## [WORK ORDER]
Every line with the string "山形朝日線" in it belongs in your answer, so copy them all from the data.

## [EXERCISE INPUTS]
○ ○ ○ ○
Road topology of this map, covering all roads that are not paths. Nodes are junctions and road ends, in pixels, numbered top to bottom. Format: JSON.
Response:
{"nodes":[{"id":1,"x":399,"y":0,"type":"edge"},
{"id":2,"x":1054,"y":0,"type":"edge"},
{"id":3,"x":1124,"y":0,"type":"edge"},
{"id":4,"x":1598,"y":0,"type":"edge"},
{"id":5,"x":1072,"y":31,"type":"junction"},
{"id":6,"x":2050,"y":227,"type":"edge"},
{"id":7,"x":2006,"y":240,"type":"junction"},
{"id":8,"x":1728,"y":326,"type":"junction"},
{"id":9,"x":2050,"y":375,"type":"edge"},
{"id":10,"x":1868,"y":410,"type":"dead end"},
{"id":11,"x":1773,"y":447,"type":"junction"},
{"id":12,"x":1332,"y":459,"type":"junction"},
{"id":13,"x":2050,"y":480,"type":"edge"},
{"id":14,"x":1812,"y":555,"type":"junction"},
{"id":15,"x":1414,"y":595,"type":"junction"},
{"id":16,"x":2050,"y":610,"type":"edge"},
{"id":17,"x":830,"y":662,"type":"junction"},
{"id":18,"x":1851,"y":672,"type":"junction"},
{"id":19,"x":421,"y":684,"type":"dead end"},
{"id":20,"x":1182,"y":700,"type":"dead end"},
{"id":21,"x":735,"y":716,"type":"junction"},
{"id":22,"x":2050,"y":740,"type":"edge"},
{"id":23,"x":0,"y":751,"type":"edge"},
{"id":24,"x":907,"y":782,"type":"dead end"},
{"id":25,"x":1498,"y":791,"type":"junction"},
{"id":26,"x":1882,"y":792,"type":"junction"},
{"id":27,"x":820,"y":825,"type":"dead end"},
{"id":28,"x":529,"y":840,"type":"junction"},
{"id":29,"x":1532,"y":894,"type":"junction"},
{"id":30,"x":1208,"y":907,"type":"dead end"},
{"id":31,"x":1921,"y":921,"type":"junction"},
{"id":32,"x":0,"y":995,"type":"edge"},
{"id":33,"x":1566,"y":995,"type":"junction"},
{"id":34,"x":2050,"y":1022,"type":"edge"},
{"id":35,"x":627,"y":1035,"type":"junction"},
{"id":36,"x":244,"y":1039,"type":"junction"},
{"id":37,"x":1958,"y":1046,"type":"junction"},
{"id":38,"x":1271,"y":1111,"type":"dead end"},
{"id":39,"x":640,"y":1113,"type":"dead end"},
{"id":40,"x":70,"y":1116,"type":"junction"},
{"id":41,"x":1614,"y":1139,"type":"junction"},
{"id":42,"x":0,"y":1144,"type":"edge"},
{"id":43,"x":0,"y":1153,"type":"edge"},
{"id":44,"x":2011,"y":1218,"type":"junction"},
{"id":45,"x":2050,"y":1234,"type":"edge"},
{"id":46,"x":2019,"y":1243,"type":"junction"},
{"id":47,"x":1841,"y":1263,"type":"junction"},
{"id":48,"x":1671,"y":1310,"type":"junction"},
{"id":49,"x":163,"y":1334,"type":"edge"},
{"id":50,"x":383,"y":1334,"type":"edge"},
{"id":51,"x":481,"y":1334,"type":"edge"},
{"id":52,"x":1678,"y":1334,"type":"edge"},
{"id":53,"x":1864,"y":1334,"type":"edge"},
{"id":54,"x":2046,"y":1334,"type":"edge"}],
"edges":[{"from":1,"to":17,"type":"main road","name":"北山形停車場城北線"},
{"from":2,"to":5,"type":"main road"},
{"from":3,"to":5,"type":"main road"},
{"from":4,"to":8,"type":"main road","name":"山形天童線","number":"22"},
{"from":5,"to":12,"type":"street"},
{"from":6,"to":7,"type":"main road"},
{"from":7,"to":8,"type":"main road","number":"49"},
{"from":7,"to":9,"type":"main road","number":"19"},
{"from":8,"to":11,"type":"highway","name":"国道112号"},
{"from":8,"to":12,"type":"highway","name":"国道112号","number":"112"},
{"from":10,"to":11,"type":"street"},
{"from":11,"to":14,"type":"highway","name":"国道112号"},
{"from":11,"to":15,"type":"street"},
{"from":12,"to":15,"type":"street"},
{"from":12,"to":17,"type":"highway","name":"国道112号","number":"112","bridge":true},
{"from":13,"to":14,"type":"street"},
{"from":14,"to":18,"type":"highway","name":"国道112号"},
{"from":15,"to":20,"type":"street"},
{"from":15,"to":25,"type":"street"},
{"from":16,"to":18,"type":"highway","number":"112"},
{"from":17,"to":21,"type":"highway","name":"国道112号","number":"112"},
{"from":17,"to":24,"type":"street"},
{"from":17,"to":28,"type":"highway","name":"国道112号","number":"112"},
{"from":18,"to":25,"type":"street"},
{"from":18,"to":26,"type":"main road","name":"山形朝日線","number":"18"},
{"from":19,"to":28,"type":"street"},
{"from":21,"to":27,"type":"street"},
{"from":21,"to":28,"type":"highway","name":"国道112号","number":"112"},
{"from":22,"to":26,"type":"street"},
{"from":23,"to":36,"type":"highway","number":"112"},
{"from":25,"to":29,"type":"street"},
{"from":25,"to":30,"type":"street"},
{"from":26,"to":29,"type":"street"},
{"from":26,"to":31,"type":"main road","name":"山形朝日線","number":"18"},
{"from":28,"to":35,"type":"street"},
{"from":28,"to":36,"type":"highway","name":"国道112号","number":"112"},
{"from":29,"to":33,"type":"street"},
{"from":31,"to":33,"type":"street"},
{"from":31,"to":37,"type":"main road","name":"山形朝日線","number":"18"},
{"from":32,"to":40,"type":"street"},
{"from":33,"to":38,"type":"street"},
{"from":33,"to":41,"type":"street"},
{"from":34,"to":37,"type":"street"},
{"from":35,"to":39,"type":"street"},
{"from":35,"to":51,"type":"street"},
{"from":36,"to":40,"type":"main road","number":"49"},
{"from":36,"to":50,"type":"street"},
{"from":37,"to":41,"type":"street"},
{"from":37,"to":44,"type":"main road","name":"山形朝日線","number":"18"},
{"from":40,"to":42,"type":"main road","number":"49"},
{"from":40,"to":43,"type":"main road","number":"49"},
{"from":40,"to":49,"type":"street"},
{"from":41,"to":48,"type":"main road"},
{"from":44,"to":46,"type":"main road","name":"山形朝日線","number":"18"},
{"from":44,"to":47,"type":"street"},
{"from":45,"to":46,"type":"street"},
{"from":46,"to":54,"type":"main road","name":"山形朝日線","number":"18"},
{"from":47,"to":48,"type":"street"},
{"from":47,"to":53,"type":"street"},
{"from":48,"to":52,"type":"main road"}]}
○ ○ ○ ○
## [SOLUTION FOR THIS TASK]
{"from":18,"to":26,"type":"main road","name":"山形朝日線","number":"18"},
{"from":26,"to":31,"type":"main road","name":"山形朝日線","number":"18"},
{"from":31,"to":37,"type":"main road","name":"山形朝日線","number":"18"},
{"from":37,"to":44,"type":"main road","name":"山形朝日線","number":"18"},
{"from":44,"to":46,"type":"main road","name":"山形朝日線","number":"18"},
{"from":46,"to":54,"type":"main road","name":"山形朝日線","number":"18"},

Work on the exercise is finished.